> [Assignment]: Repeat each entry as written, dropping any picture you find.

Stored data
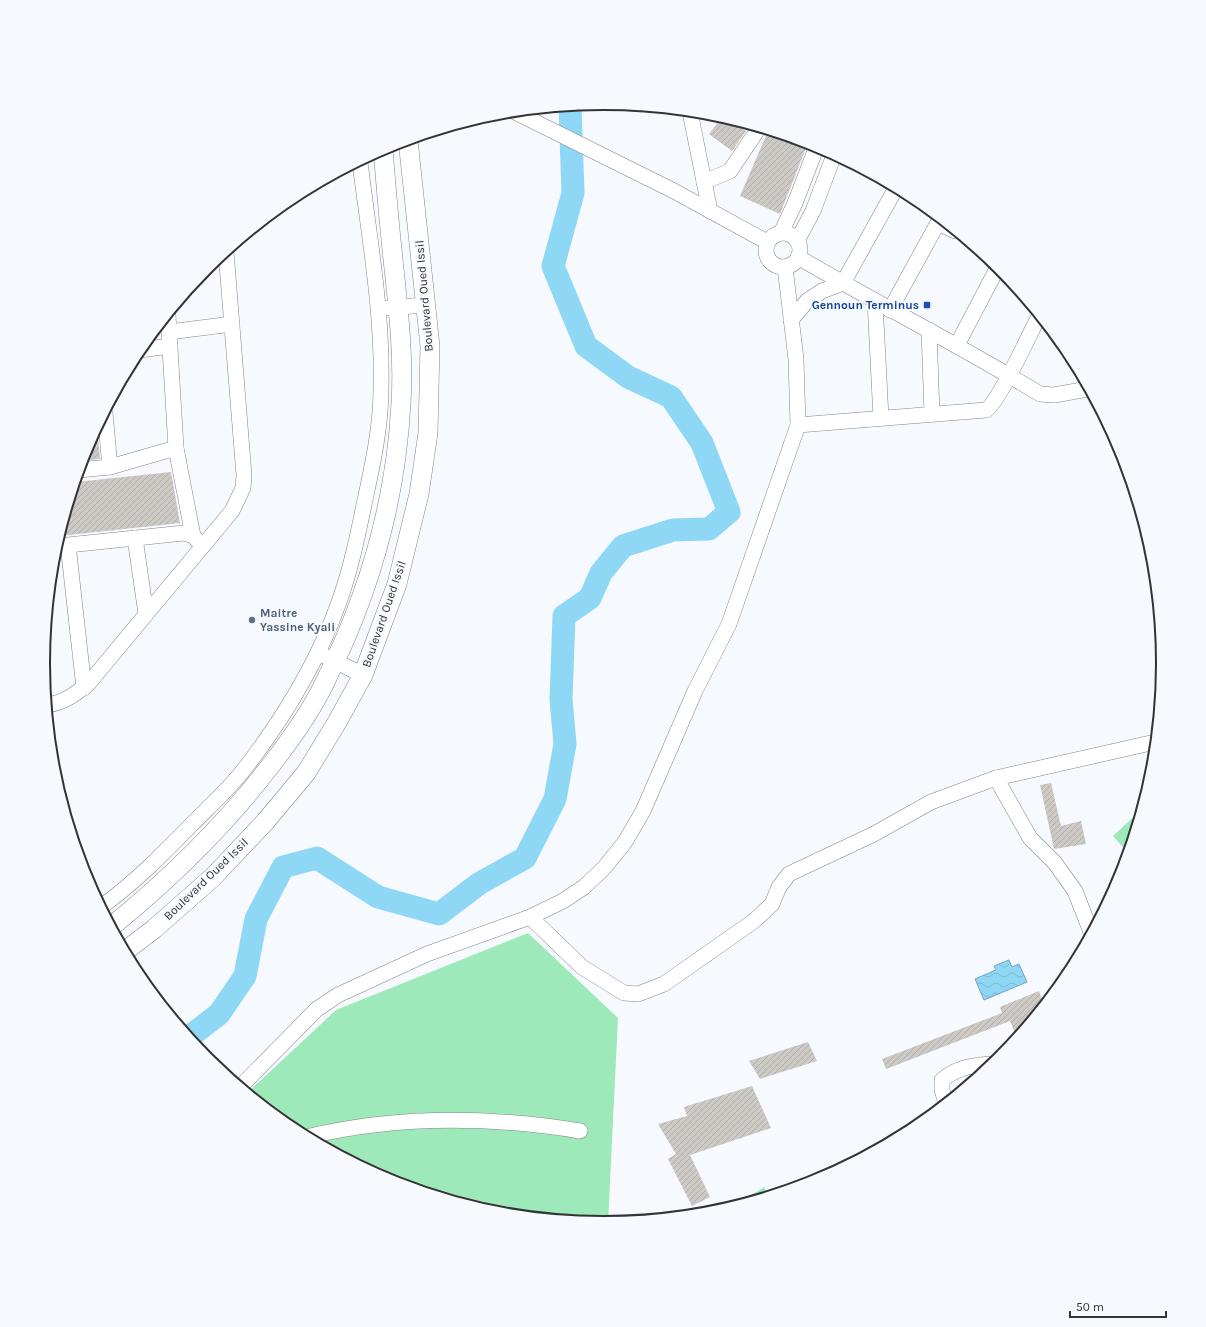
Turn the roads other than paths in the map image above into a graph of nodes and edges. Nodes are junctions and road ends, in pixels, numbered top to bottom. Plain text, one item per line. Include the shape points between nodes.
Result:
1 (524, 116) edge
2 (691, 118) edge
3 (753, 131) edge
4 (409, 146) edge
5 (814, 153) edge
6 (383, 157) edge
7 (832, 161) edge
8 (361, 167) edge
9 (704, 182) junction
10 (893, 193) edge
11 (710, 211) junction
12 (938, 223) edge
13 (780, 233) junction
14 (797, 241) junction
15 (767, 242) junction
16 (798, 257) junction
17 (227, 259) edge
18 (785, 267) junction
19 (995, 273) edge
20 (843, 283) junction
21 (875, 301) junction
22 (425, 305) junction
23 (398, 306) junction
24 (379, 309) junction
25 (890, 310) junction
26 (791, 320) junction
27 (169, 321) edge
28 (1037, 321) edge
29 (232, 324) junction
30 (930, 330) junction
31 (170, 339) junction
32 (958, 345) junction
33 (150, 346) edge
34 (1009, 375) junction
35 (1083, 390) edge
36 (932, 414) junction
37 (881, 418) junction
38 (106, 422) edge
39 (798, 425) junction
40 (176, 448) junction
41 (110, 467) junction
42 (85, 469) edge
43 (135, 538) junction
44 (198, 541) junction
45 (146, 614) junction
46 (318, 653) junction
47 (335, 661) junction
48 (363, 675) junction
49 (84, 688) junction
50 (52, 705) edge
51 (1150, 743) edge
52 (996, 778) junction
53 (105, 904) edge
54 (530, 917) junction
55 (115, 923) edge
56 (1089, 927) edge
57 (129, 948) edge
58 (983, 1065) edge
59 (243, 1083) edge
60 (945, 1098) edge
61 (580, 1131) dead end
62 (315, 1135) edge

1 - 11 street
2 - 9 street
3 - 9 street via 730,171
4 - 22 main road, Boulevard Oued Issil
5 - 13 street
6 - 23 main road
7 - 14 street via 813,211
8 - 24 street
9 - 11 street
10 - 20 street
11 - 15 street
12 - 25 street
13 - 14 street via 786,233
13 - 15 street
14 - 16 street via 800,246
15 - 18 street via 768,259
16 - 18 street via 795,262
16 - 20 street
17 - 29 street
18 - 26 street
19 - 32 street
20 - 21 street
20 - 26 street via 806,301
21 - 25 street
21 - 37 street
22 - 23 street
22 - 48 main road, Boulevard Oued Issil via 430,346 428,433 419,494 397,584
23 - 24 street
23 - 47 main road via 401,402 396,459 372,566 362,598
24 - 46 street via 382,388 379,430 356,540 339,601
25 - 30 street
26 - 39 street via 799,402
27 - 31 street
28 - 34 street
29 - 31 street
29 - 44 street via 243,488 232,511
30 - 32 street
30 - 36 street
31 - 33 street
31 - 40 street
32 - 34 street
34 - 35 street via 1046,395
34 - 36 street via 992,405 986,410
36 - 37 street
37 - 39 street
38 - 41 street
39 - 54 street via 728,624 692,698 643,811 625,842 584,887 563,901
40 - 41 street
40 - 44 street
41 - 42 street
43 - 44 street via 184,533
43 - 45 street
43 - 49 street via 72,544 67,548
44 - 45 street
45 - 49 street
46 - 47 street
46 - 53 street via 284,713 246,767 165,852
47 - 48 street
47 - 55 main road via 298,729 246,798 202,846
48 - 57 main road, Boulevard Oued Issil via 306,773 265,822 213,877
49 - 50 street via 58,704
51 - 52 street
52 - 54 street via 932,802 874,834 795,870 779,887 772,904 754,921 664,984 645,992 624,993 609,985 582,967
52 - 56 street via 1030,838 1055,863 1075,891
54 - 59 street via 427,954 338,995 317,1009
58 - 60 street via 952,1071 942,1080
61 - 62 street via 509,1121 438,1119 374,1124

> [Answer space]:
Turn the roads other than paths in the map image above into a graph of nodes and edges. Nodes are junctions and road ends, in pixels, numbered top to bottom. Plain text, one item per line. Include the shape points between nodes.
Result:
1 (524, 116) edge
2 (691, 118) edge
3 (753, 131) edge
4 (409, 146) edge
5 (814, 153) edge
6 (383, 157) edge
7 (832, 161) edge
8 (361, 167) edge
9 (704, 182) junction
10 (893, 193) edge
11 (710, 211) junction
12 (938, 223) edge
13 (780, 233) junction
14 (797, 241) junction
15 (767, 242) junction
16 (798, 257) junction
17 (227, 259) edge
18 (785, 267) junction
19 (995, 273) edge
20 (843, 283) junction
21 (875, 301) junction
22 (425, 305) junction
23 (398, 306) junction
24 (379, 309) junction
25 (890, 310) junction
26 (791, 320) junction
27 (169, 321) edge
28 (1037, 321) edge
29 (232, 324) junction
30 (930, 330) junction
31 (170, 339) junction
32 (958, 345) junction
33 (150, 346) edge
34 (1009, 375) junction
35 (1083, 390) edge
36 (932, 414) junction
37 (881, 418) junction
38 (106, 422) edge
39 (798, 425) junction
40 (176, 448) junction
41 (110, 467) junction
42 (85, 469) edge
43 (135, 538) junction
44 (198, 541) junction
45 (146, 614) junction
46 (318, 653) junction
47 (335, 661) junction
48 (363, 675) junction
49 (84, 688) junction
50 (52, 705) edge
51 (1150, 743) edge
52 (996, 778) junction
53 (105, 904) edge
54 (530, 917) junction
55 (115, 923) edge
56 (1089, 927) edge
57 (129, 948) edge
58 (983, 1065) edge
59 (243, 1083) edge
60 (945, 1098) edge
61 (580, 1131) dead end
62 (315, 1135) edge

1 - 11 street
2 - 9 street
3 - 9 street via 730,171
4 - 22 main road, Boulevard Oued Issil
5 - 13 street
6 - 23 main road
7 - 14 street via 813,211
8 - 24 street
9 - 11 street
10 - 20 street
11 - 15 street
12 - 25 street
13 - 14 street via 786,233
13 - 15 street
14 - 16 street via 800,246
15 - 18 street via 768,259
16 - 18 street via 795,262
16 - 20 street
17 - 29 street
18 - 26 street
19 - 32 street
20 - 21 street
20 - 26 street via 806,301
21 - 25 street
21 - 37 street
22 - 23 street
22 - 48 main road, Boulevard Oued Issil via 430,346 428,433 419,494 397,584
23 - 24 street
23 - 47 main road via 401,402 396,459 372,566 362,598
24 - 46 street via 382,388 379,430 356,540 339,601
25 - 30 street
26 - 39 street via 799,402
27 - 31 street
28 - 34 street
29 - 31 street
29 - 44 street via 243,488 232,511
30 - 32 street
30 - 36 street
31 - 33 street
31 - 40 street
32 - 34 street
34 - 35 street via 1046,395
34 - 36 street via 992,405 986,410
36 - 37 street
37 - 39 street
38 - 41 street
39 - 54 street via 728,624 692,698 643,811 625,842 584,887 563,901
40 - 41 street
40 - 44 street
41 - 42 street
43 - 44 street via 184,533
43 - 45 street
43 - 49 street via 72,544 67,548
44 - 45 street
45 - 49 street
46 - 47 street
46 - 53 street via 284,713 246,767 165,852
47 - 48 street
47 - 55 main road via 298,729 246,798 202,846
48 - 57 main road, Boulevard Oued Issil via 306,773 265,822 213,877
49 - 50 street via 58,704
51 - 52 street
52 - 54 street via 932,802 874,834 795,870 779,887 772,904 754,921 664,984 645,992 624,993 609,985 582,967
52 - 56 street via 1030,838 1055,863 1075,891
54 - 59 street via 427,954 338,995 317,1009
58 - 60 street via 952,1071 942,1080
61 - 62 street via 509,1121 438,1119 374,1124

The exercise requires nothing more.